DP: Yeah, but it happened to me. You used me as your whipping boy.  Couldn’t you have picked on someone else?
DK: Sorry. Most of the bad things I make you go through are to help you develop as a character. By the end of the book, you’re a lot more expressive and introspective in a wise way because of everything you’ve gone through.
WiDo: Let’s move on here. David, I understand your book tour starts in March, shortly after release. You’ve got a pretty busy schedule – Saratoga on March 20; Brooklyn, March 27; Saratoga again in April. Boston in May.  Are you stressed out?
DK: Stressed out is understating it. I’m not really a public person. That’s why I became a writer in the first place. In fact … (DK pulls out a sheath of papers) … In fact, I’d like Daniel Plotnick here to pinch hit for me.
WiDo: What a great idea! That would be the first time one of our authors teamed up with a protagonist on a book tour.
DK: I figured if Plotnick is crazy enough to wear a nose ring and go goth then he should have no problem presenting my novel to a crowd, risking his dignity.
WiDo: Well, Daniel Plotnick, how do you feel impersonating the author who invented you?
DP: This is news to me.
(DK shows DP the papers)
DK: I have a contract for you to sign, Daniel. It states you agree to play me in all public appearances – “including but not limited to book stores, libraries, and conferences” — promoting my forthcoming novel,The Opposite of Everything.
DP: (laughs). Give me a break! No way I’m getting up in front of a crowd. I’ve got enough problems with cancer, divorce, and all those other problems you gave me. It’s not easy being me.
WiDo: Perhaps I can interject here. Mr. Plotnick, as you know, the book tour is important to selling books. If no one buys Mr. Kalish’s books, you will be as anonymous as he. Your stake in this is as great as him.
DP: I don’t care about the book tour. Besides, this so-called contract is just another way for Kalish to control me. He thinks he’s God and I’m his sock puppet. It’s enough he took away nearly all the exclamation points from my dialogue. Now when I talk I feel blah.
WiDo: Er, removing those exclamation marks was our suggestion, Daniel. It’s part of the copy editing process. There were 884 exclamation marks in David’s novel. Way too many for a 200-page novel.
DP: So I’m the happy victim? I’m tired of being controlled!
DK: I’m pleading with you, Daniel.
DP: You dug your own grave, bro. I’m not subjecting myself to yet another stressful experience. It’s enough you named me Daniel Plotnick. Where’d you get that dweeby name anyway?
DK: It just came to me. I was lying in bed dreaming, and your name spoke to me. I could hear it when I woke up. Daniel Plotnick. Daniel Plotnick. Daniel Plotnick.

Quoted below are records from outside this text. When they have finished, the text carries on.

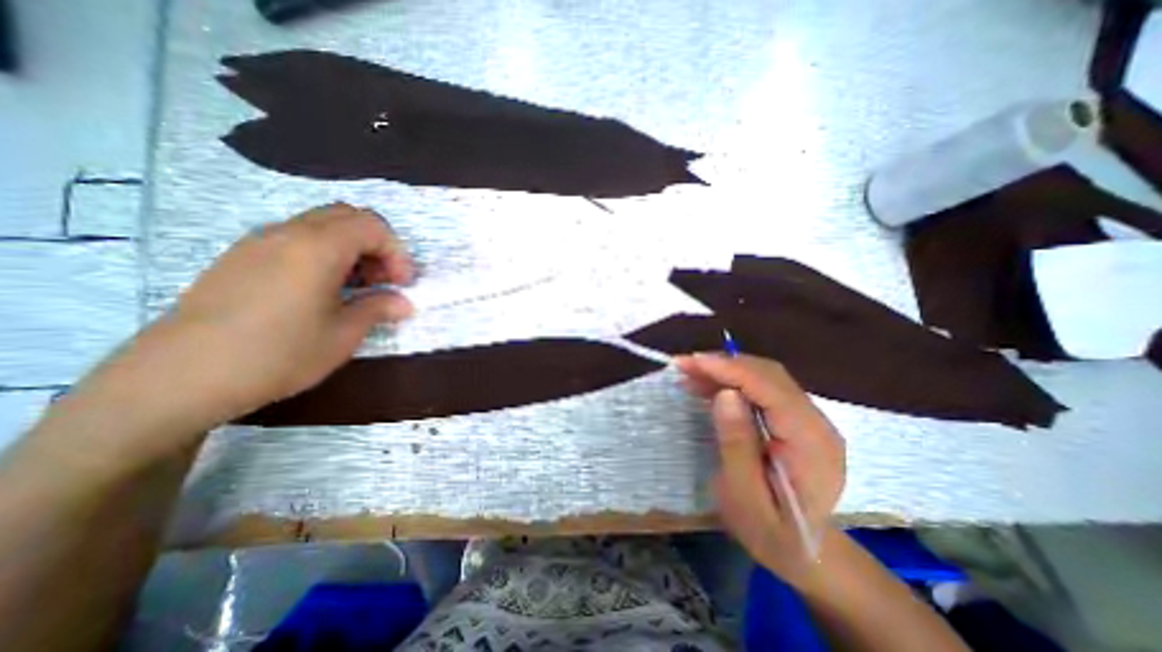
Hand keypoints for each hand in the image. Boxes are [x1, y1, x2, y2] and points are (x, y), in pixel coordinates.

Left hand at [148, 207, 412, 423]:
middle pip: (347, 216)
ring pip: (321, 225)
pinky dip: (324, 253)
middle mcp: (288, 233)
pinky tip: (323, 288)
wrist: (179, 378)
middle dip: (377, 244)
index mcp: (318, 247)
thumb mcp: (343, 335)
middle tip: (384, 279)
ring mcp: (259, 242)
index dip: (397, 253)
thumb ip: (379, 309)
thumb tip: (403, 303)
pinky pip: (296, 238)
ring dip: (351, 248)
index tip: (403, 284)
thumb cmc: (278, 354)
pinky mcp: (240, 258)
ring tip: (357, 286)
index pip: (373, 226)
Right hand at [673, 355, 845, 583]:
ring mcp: (809, 419)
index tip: (692, 362)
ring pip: (765, 377)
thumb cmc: (771, 533)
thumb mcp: (744, 496)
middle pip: (769, 375)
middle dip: (724, 364)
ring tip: (690, 372)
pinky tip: (708, 385)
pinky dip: (733, 381)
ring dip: (726, 370)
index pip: (770, 389)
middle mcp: (817, 423)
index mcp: (812, 444)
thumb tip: (725, 394)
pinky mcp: (796, 419)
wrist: (804, 553)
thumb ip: (737, 444)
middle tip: (684, 365)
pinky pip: (762, 388)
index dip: (730, 370)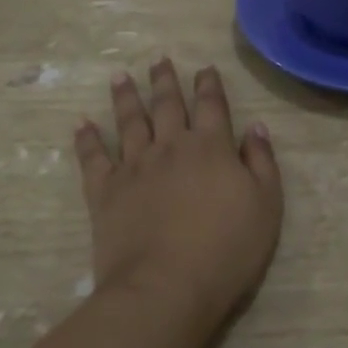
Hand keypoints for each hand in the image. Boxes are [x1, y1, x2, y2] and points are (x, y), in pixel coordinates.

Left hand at [73, 59, 283, 326]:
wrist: (165, 287)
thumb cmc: (226, 251)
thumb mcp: (266, 207)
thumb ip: (262, 164)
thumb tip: (255, 128)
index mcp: (211, 148)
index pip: (211, 106)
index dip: (209, 85)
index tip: (205, 68)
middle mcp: (170, 147)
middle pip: (166, 105)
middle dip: (164, 81)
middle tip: (159, 59)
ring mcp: (134, 167)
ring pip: (129, 122)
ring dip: (125, 97)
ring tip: (120, 77)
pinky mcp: (105, 191)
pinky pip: (93, 158)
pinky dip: (86, 139)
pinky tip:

DP: Really? My name came to you in a dream?
DK: That’s right. You’re everything to me, Daniel. Without you … I’m just an ordinary person.
DP: I’m flattered. But I’m still not getting up on stage for you.
WiDo: Well that about wraps up our interview today. Check out the blog post at “A Matter of Characters,” featuring author David Kalish and his hapless protagonist, Daniel Plotnick.
DK: So you’re not going to help me? What am I supposed to do? Take public speaking lessons?
DP: My suggestion, young man, is to start drinking. Heavily. Here. Have a beer. It’s free. I know the bartender.
David Kalish is the author of the comedic novel, The Opposite of Everythingwhich will be published in March.